• [Task description] Write down each entry precisely as given.

··· Material provided ···

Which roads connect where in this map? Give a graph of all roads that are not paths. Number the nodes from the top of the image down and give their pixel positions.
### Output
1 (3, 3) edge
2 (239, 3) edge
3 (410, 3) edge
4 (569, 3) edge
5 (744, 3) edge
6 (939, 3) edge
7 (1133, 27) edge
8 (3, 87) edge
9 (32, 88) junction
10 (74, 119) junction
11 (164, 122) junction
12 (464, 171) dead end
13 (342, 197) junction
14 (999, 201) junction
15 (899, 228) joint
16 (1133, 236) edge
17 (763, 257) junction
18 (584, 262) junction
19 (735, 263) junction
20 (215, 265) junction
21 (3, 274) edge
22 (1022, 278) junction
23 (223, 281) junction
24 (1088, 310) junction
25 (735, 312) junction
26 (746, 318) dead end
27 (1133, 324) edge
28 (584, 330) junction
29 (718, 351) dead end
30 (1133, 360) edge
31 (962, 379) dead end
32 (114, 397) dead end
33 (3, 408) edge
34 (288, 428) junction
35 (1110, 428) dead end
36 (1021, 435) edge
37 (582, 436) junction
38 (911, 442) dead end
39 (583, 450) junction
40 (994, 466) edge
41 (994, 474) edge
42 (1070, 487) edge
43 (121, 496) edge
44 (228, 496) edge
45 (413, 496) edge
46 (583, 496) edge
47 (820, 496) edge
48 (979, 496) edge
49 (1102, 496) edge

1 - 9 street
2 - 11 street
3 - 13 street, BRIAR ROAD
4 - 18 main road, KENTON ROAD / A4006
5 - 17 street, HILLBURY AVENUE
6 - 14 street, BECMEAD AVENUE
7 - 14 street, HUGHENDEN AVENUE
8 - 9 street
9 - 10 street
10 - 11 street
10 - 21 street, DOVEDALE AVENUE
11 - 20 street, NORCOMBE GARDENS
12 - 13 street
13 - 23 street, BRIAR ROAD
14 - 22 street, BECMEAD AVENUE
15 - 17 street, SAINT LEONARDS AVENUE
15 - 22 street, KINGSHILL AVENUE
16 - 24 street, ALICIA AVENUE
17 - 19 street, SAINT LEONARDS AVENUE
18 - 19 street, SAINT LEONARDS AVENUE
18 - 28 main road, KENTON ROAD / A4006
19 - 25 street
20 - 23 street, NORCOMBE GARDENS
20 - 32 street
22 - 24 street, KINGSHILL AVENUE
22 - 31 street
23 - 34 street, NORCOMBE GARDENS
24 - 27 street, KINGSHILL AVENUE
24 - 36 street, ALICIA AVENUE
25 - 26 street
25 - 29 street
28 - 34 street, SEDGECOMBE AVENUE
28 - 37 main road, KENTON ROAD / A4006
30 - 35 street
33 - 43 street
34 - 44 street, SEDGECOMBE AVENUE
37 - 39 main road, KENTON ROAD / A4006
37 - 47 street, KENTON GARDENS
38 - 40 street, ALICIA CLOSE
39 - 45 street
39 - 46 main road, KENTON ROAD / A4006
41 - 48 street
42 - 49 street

···

• [Answer box]
Which roads connect where in this map? Give a graph of all roads that are not paths. Number the nodes from the top of the image down and give their pixel positions.
### Output
1 (3, 3) edge
2 (239, 3) edge
3 (410, 3) edge
4 (569, 3) edge
5 (744, 3) edge
6 (939, 3) edge
7 (1133, 27) edge
8 (3, 87) edge
9 (32, 88) junction
10 (74, 119) junction
11 (164, 122) junction
12 (464, 171) dead end
13 (342, 197) junction
14 (999, 201) junction
15 (899, 228) joint
16 (1133, 236) edge
17 (763, 257) junction
18 (584, 262) junction
19 (735, 263) junction
20 (215, 265) junction
21 (3, 274) edge
22 (1022, 278) junction
23 (223, 281) junction
24 (1088, 310) junction
25 (735, 312) junction
26 (746, 318) dead end
27 (1133, 324) edge
28 (584, 330) junction
29 (718, 351) dead end
30 (1133, 360) edge
31 (962, 379) dead end
32 (114, 397) dead end
33 (3, 408) edge
34 (288, 428) junction
35 (1110, 428) dead end
36 (1021, 435) edge
37 (582, 436) junction
38 (911, 442) dead end
39 (583, 450) junction
40 (994, 466) edge
41 (994, 474) edge
42 (1070, 487) edge
43 (121, 496) edge
44 (228, 496) edge
45 (413, 496) edge
46 (583, 496) edge
47 (820, 496) edge
48 (979, 496) edge
49 (1102, 496) edge

1 - 9 street
2 - 11 street
3 - 13 street, BRIAR ROAD
4 - 18 main road, KENTON ROAD / A4006
5 - 17 street, HILLBURY AVENUE
6 - 14 street, BECMEAD AVENUE
7 - 14 street, HUGHENDEN AVENUE
8 - 9 street
9 - 10 street
10 - 11 street
10 - 21 street, DOVEDALE AVENUE
11 - 20 street, NORCOMBE GARDENS
12 - 13 street
13 - 23 street, BRIAR ROAD
14 - 22 street, BECMEAD AVENUE
15 - 17 street, SAINT LEONARDS AVENUE
15 - 22 street, KINGSHILL AVENUE
16 - 24 street, ALICIA AVENUE
17 - 19 street, SAINT LEONARDS AVENUE
18 - 19 street, SAINT LEONARDS AVENUE
18 - 28 main road, KENTON ROAD / A4006
19 - 25 street
20 - 23 street, NORCOMBE GARDENS
20 - 32 street
22 - 24 street, KINGSHILL AVENUE
22 - 31 street
23 - 34 street, NORCOMBE GARDENS
24 - 27 street, KINGSHILL AVENUE
24 - 36 street, ALICIA AVENUE
25 - 26 street
25 - 29 street
28 - 34 street, SEDGECOMBE AVENUE
28 - 37 main road, KENTON ROAD / A4006
30 - 35 street
33 - 43 street
34 - 44 street, SEDGECOMBE AVENUE
37 - 39 main road, KENTON ROAD / A4006
37 - 47 street, KENTON GARDENS
38 - 40 street, ALICIA CLOSE
39 - 45 street
39 - 46 main road, KENTON ROAD / A4006
41 - 48 street
42 - 49 street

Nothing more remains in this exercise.